Note: I have used the various spellings of the surname McDonell as they appear in the literature for each individual referred to. You may notice the two different spellings of the surname on A.E.C.'s monument; his wife's name is spelled MacDonell (drives you nuts when your doing genealogy).
The 4th of July, American Independence Day was approaching. Sgt. McDonell of the Milk River detachment (about 14 miles from the US border) had been with the force about 7 years at this point. He knew that an old time whiskey trader named Tom Percel had a load of liquor just over in Montana that he would run across the border at the first opportunity. McDonell started out on patrol at about 7:00 in the evening and soon found fresh wagon tracks. He simply quickened his pace, followed the wagon tracks and caught up with Percel who had 6 five gallon kegs of contraband whiskey in his wagon. McDonell escorted the outfit to Lethbridge, Percel paid a $100.00 fine and the wagon, horses and harness were seized by the Customs Dept. and sold off.
This isn't a very interesting or unusual story except for the fact that McDonell found himself $50.00 richer in the process, half of the fine being paid to him by Customs who counted him as the informant.
McDonell joined the force in Montreal and was posted to Calgary in July of 1882. He saw service in the construction of the railway through the Rockies and was stationed at Revelstoke when the North West Rebellion broke out in 1885. Inspector Sam Steele was in command of the police supervising railway construction and was posted with his command, including McDonell to the Alberta Field Force under Major General Strange.
They marched out of Calgary in April 1885 under the fife and drum of the 91st Battalion.
They came into contact with Big Bear's warriors at Fort Pitt and then again at Frenchman's Butte.
Following the Rebellion, he was stationed at Lethbridge and was among the detail of Mounties to attend Queen Victoria's Diamond Jubilee.
Promoted to Inspector, he was stationed in the Yukon in the early 1900's.

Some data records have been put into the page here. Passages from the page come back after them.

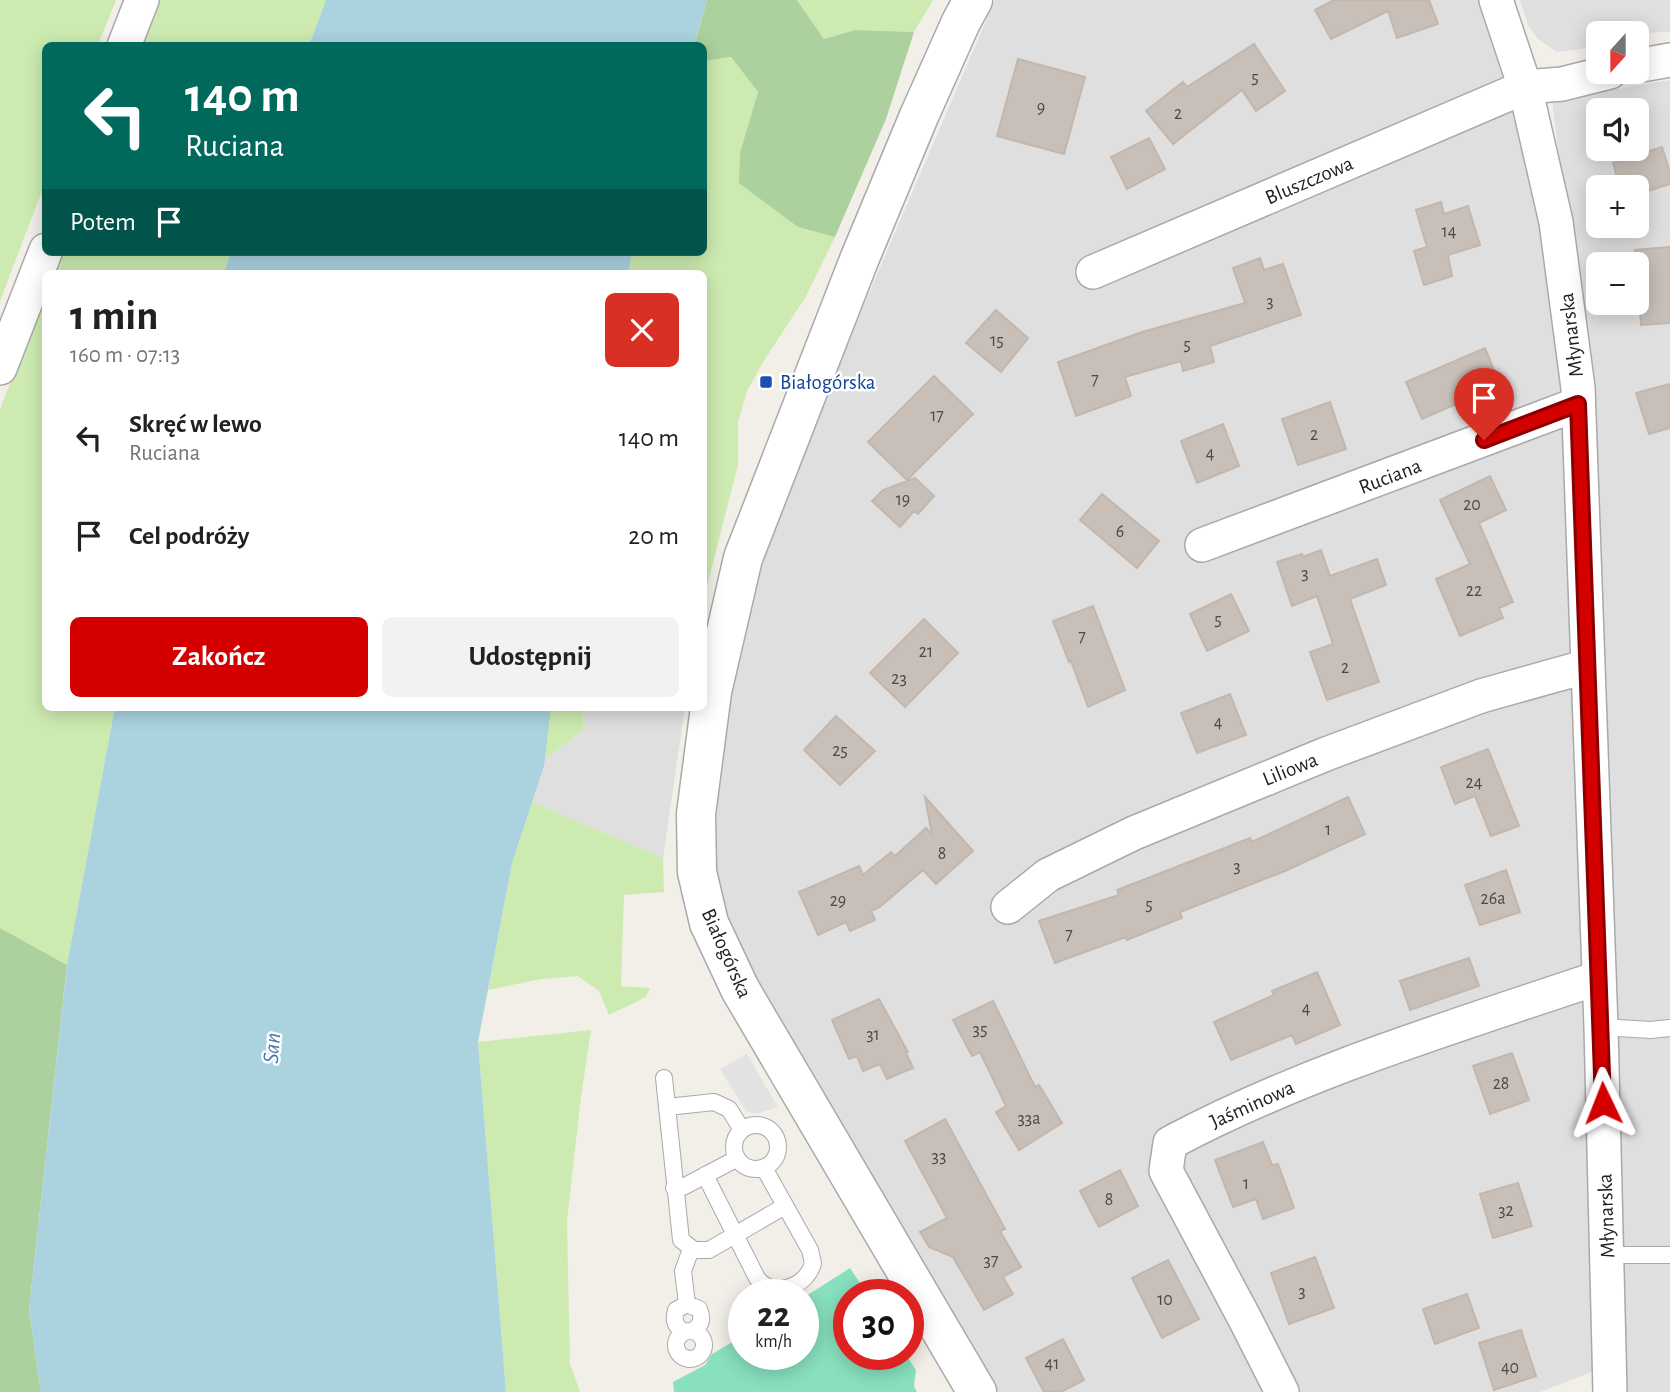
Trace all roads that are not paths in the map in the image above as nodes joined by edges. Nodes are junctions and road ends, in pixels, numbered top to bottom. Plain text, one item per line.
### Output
1 (142, 0) edge
2 (973, 0) edge
3 (1496, 0) edge
4 (126, 42) edge
5 (1670, 60) edge
6 (1649, 64) edge
7 (1586, 78) edge
8 (1525, 87) junction
9 (44, 256) edge
10 (1093, 272) dead end
11 (0, 368) edge
12 (1578, 404) junction
13 (1202, 545) dead end
14 (1588, 666) junction
15 (1008, 907) dead end
16 (1598, 978) junction
17 (1601, 1027) junction
18 (1670, 1028) edge
19 (664, 1078) dead end
20 (667, 1107) junction
21 (742, 1130) junction
22 (736, 1158) junction
23 (764, 1168) junction
24 (705, 1175) junction
25 (674, 1188) junction
26 (785, 1206) junction
27 (736, 1235) junction
28 (691, 1249) junction
29 (1607, 1255) junction
30 (1670, 1255) edge
31 (689, 1332) dead end
32 (1606, 1391) edge
33 (977, 1392) edge
34 (1282, 1392) edge

1 - 4 street
2 - 33 street, Białogórska
3 - 8 street, Młynarska
5 - 6 street
7 - 8 street, Bluszczowa
8 - 10 street, Bluszczowa
8 - 12 street, Młynarska
9 - 11 street
12 - 13 street, Ruciana
12 - 14 street, Młynarska
14 - 15 street, Liliowa
14 - 16 street, Młynarska
16 - 17 street, Młynarska
16 - 34 street, Jaśminowa
17 - 18 lane
17 - 29 street, Młynarska
19 - 20 lane
20 - 21 lane
20 - 25 lane
21 - 22 lane
21 - 23 lane
22 - 23 lane
22 - 24 lane
23 - 26 lane
24 - 25 lane
24 - 27 lane
25 - 28 lane
26 - 27 lane
26 - 27 lane
27 - 28 lane
28 - 31 lane
29 - 30 lane
29 - 32 street, Młynarska

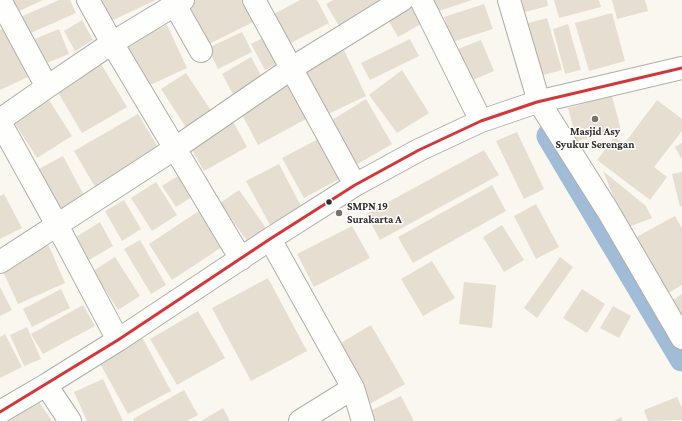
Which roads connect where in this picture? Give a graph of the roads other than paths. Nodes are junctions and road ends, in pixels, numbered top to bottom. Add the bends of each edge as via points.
1 (0, 0) edge
2 (88, 0) edge
3 (254, 0) edge
4 (402, 0) edge
5 (421, 0) edge
6 (509, 0) edge
7 (179, 2) edge
8 (112, 44) junction
9 (201, 51) dead end
10 (292, 68) junction
11 (682, 68) edge
12 (47, 87) junction
13 (538, 102) junction
14 (0, 121) edge
15 (481, 121) junction
16 (174, 149) junction
17 (355, 186) junction
18 (57, 225) junction
19 (270, 239) junction
20 (241, 259) junction
21 (0, 262) edge
22 (682, 338) edge
23 (118, 340) junction
24 (46, 385) junction
25 (352, 388) junction
26 (1, 409) edge
27 (70, 421) edge
28 (300, 421) edge
29 (363, 421) edge

1 - 12 street
2 - 8 street
3 - 10 street
4 - 10 street
5 - 15 street
6 - 13 street
7 - 8 street
7 - 9 street
8 - 12 street
8 - 16 street
10 - 16 street
10 - 17 street
11 - 13 street
12 - 14 street
13 - 15 street
13 - 22 street via 608,211
14 - 18 street
15 - 17 street via 419,150
16 - 18 street
16 - 20 street
17 - 19 street
18 - 21 street
18 - 23 street
19 - 20 street
19 - 25 street
20 - 23 street
23 - 24 street
24 - 26 street
24 - 27 street
25 - 28 street
25 - 29 street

On July 29, 1903, he was on patrol with with Constable Povoas and Special Constable Stick Sam. Sam was one of the first native Special Constables employed with the NWMP in the Yukon. The three came to the Kaskawulsh River, which was running high, and decided to camp overnight. The next morning, the three saddled up and proceeded to cross the river. McDonnel was the first to cross. He got about half way across and, thinking the water was safe, signalled to the others to follow. No sooner had he done so than he realised his horse was swimming. McDonell followed procedures and slipped from his saddle and swam beside his horse. Special Constable Sam's horse had charged into the stream too quickly and plunged into the deep water before Sam could react. The horse fell over and both horse and rider were swept downstream. Special Constable Sam, I believe, was the first native officer killed in the line of duty. Doubly tragic was the fact that Sam's body was never found even after exhaustive searches by both the police and Sam's relatives.

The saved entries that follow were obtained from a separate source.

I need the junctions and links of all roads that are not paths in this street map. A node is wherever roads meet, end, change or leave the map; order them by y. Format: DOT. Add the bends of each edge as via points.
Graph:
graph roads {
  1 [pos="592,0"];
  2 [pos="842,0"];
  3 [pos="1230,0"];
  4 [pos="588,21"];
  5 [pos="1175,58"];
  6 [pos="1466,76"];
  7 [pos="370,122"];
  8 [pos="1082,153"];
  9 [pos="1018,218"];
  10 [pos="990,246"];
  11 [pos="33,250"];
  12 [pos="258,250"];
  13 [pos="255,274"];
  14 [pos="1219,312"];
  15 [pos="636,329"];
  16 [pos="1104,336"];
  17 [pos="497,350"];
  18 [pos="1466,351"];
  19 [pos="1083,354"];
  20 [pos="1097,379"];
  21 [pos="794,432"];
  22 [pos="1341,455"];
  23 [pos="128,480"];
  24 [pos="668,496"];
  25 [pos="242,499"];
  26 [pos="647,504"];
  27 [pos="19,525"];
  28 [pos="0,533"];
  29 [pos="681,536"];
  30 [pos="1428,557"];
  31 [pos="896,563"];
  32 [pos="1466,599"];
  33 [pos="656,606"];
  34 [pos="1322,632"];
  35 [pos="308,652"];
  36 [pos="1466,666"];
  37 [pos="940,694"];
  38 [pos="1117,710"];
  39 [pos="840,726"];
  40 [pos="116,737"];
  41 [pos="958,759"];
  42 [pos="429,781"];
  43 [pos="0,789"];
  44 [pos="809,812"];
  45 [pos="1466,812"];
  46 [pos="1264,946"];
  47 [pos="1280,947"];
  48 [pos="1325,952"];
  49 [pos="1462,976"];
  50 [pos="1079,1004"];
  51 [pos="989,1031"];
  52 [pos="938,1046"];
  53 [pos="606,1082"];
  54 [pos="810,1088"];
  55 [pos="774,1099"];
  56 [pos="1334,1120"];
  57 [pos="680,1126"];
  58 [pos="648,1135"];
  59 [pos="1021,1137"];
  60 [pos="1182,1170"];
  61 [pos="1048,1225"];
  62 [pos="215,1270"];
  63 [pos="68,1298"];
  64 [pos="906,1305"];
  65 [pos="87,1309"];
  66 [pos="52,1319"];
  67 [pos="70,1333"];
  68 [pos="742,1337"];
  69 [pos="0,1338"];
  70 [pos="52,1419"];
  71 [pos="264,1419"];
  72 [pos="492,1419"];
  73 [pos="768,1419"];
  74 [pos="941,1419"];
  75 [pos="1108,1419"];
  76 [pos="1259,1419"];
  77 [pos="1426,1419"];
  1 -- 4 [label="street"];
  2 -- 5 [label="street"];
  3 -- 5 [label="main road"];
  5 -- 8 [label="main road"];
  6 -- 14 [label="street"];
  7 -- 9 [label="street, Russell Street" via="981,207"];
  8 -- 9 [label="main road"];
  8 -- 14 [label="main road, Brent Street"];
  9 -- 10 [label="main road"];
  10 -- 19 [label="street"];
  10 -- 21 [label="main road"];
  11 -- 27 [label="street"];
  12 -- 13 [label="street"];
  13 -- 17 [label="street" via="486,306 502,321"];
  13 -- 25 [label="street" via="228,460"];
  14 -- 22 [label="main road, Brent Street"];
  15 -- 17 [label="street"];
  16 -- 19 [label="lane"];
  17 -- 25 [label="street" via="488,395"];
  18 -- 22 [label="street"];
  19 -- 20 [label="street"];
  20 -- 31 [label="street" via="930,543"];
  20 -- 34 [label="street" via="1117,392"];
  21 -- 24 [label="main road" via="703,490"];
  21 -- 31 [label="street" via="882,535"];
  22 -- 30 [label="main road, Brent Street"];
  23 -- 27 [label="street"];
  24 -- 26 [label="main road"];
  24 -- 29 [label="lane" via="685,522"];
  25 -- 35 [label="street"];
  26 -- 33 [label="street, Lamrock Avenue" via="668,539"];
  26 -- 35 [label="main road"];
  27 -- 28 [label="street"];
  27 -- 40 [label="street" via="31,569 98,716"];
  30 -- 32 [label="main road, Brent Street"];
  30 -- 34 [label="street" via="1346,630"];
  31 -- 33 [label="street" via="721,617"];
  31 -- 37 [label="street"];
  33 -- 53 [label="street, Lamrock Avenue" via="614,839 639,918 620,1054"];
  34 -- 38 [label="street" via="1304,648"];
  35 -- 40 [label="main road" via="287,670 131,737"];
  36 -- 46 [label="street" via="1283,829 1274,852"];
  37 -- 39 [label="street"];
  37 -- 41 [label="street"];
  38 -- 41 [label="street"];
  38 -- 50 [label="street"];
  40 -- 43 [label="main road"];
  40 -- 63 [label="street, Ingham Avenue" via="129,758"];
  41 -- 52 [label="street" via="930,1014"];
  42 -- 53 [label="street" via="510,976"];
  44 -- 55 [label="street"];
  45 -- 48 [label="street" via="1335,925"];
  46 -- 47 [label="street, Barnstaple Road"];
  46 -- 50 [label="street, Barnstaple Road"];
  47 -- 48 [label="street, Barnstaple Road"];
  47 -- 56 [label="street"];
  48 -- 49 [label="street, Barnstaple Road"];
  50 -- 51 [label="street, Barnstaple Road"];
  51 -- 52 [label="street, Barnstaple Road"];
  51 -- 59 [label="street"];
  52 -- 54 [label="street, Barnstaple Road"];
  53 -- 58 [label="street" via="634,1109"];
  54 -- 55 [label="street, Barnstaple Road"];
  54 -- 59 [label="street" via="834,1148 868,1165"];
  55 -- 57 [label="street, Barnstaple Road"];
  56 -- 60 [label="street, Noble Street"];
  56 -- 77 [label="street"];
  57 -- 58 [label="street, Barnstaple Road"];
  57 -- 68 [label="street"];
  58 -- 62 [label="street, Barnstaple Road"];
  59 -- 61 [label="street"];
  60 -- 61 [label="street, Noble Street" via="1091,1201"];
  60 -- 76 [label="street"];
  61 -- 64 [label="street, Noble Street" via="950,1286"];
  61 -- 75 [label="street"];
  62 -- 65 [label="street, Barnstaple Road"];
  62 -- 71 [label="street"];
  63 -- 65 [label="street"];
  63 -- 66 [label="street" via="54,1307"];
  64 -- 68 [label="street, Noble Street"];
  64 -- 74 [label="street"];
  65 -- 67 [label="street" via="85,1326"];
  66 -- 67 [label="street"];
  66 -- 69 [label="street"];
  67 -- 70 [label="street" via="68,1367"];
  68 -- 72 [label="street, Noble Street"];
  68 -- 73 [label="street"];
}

This tragedy in McDonell's life repeated itself in April of 1931 when his son, Constable Donald MacDonell, was killed in the line of duty in similar circumstances when a flash flood inundated an island he was camped on.
McDonell left the force in 1917 to help establish the Alberta Provincial Police as it's first Superintendent. The Alberta Provincial Police was eventually disbanded and reincorporated into the Mounted Police and McDonell became a magistrate in Peace River.

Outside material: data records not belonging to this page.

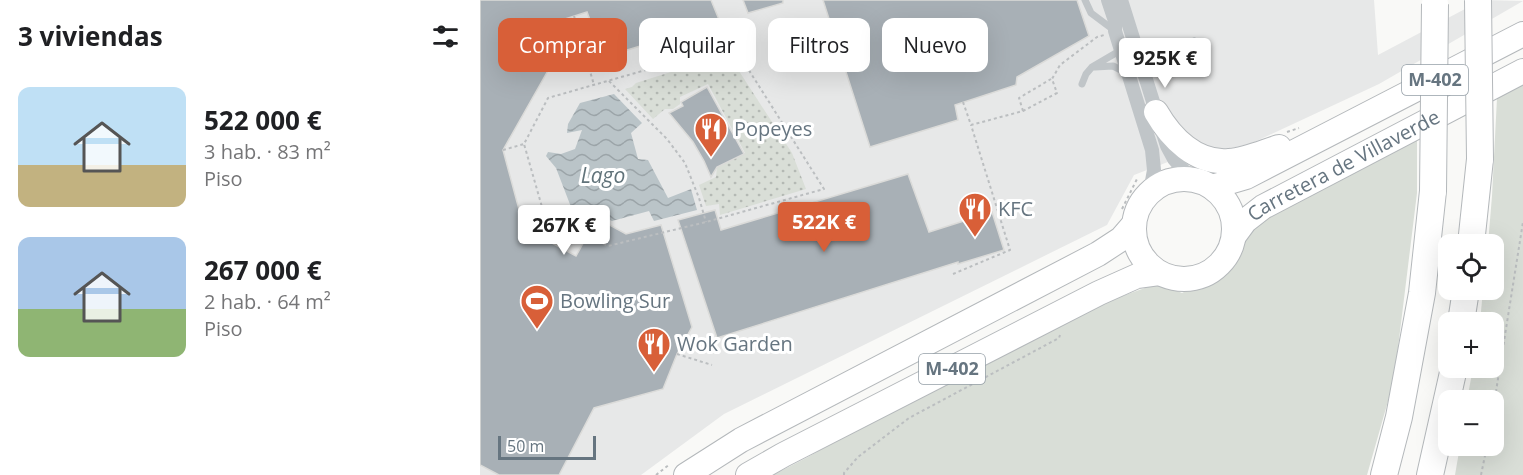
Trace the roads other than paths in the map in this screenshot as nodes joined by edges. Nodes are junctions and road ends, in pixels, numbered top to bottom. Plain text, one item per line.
1 (1085, 0) edge
2 (1108, 0) edge
3 (1121, 0) edge
4 (1478, 0) edge
5 (1435, 2) edge
6 (1115, 31) junction
7 (1523, 34) edge
8 (1194, 41) dead end
9 (1121, 50) junction
10 (1092, 67) junction
11 (1523, 71) edge
12 (1129, 73) junction
13 (1145, 76) junction
14 (1082, 84) dead end
15 (1156, 112) junction
16 (1347, 126) junction
17 (1145, 182) junction
18 (1202, 183) junction
19 (1127, 219) junction
20 (1472, 234) edge
21 (1234, 236) junction
22 (1159, 273) junction
23 (1452, 378) edge
24 (681, 468) edge
25 (748, 475) edge
26 (1384, 475) edge
27 (1430, 475) edge

1 - 6 lane
2 - 6 street
3 - 13 street
4 - 20 highway, bridge
5 - 26 highway, bridge
6 - 9 street
7 - 16 highway, Carretera de Villaverde / M-402
8 - 13 lane
9 - 10 lane
9 - 12 street
10 - 12 lane
10 - 14 lane
11 - 21 highway, Carretera de Villaverde / M-402
12 - 17 street
13 - 15 street
15 - 16 highway
15 - 18 street
16 - 18 highway, Carretera de Villaverde / M-402
17 - 18 highway, M-402
17 - 19 highway, M-402
18 - 21 highway
19 - 22 highway
19 - 24 highway, M-402
21 - 22 highway, M-402
22 - 25 highway, M-402
23 - 27 highway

You would have to travel a long way to find a family which has given as much to the force as the McDonells. Superintendent McDonell's Uncle was Superintendent A.R. MacDonell who served with the force from 1876 until 1895 and commanded Wood Mountain during Sitting Bull's time in Canada and helped negotiate the chief's return to the United States. A.R. MacDonell was placed in charge of the Wood Mountain detachment as a young constable as early as 1876, shortly after he joined the force.
His nephew was Superintendent A.C. MacDonell (later Sir Archibald McDonell) who commanded the Canadian First Division in WW1.
He had three sons who joined the force; Staff Sgt. A. MacDonell, Chief Superintendent C.B. MacDonell (who is buried two rows to the east) and, as mentioned earlier, Constable Donald MacDonell who was killed in the line of duty and is number 50 on the Honour Roll. Last, but not least, a grandson, Assistant Commissioner C. I. C. MacDonell served until 1993.
Four generations of highly regarded Mounted Policemen.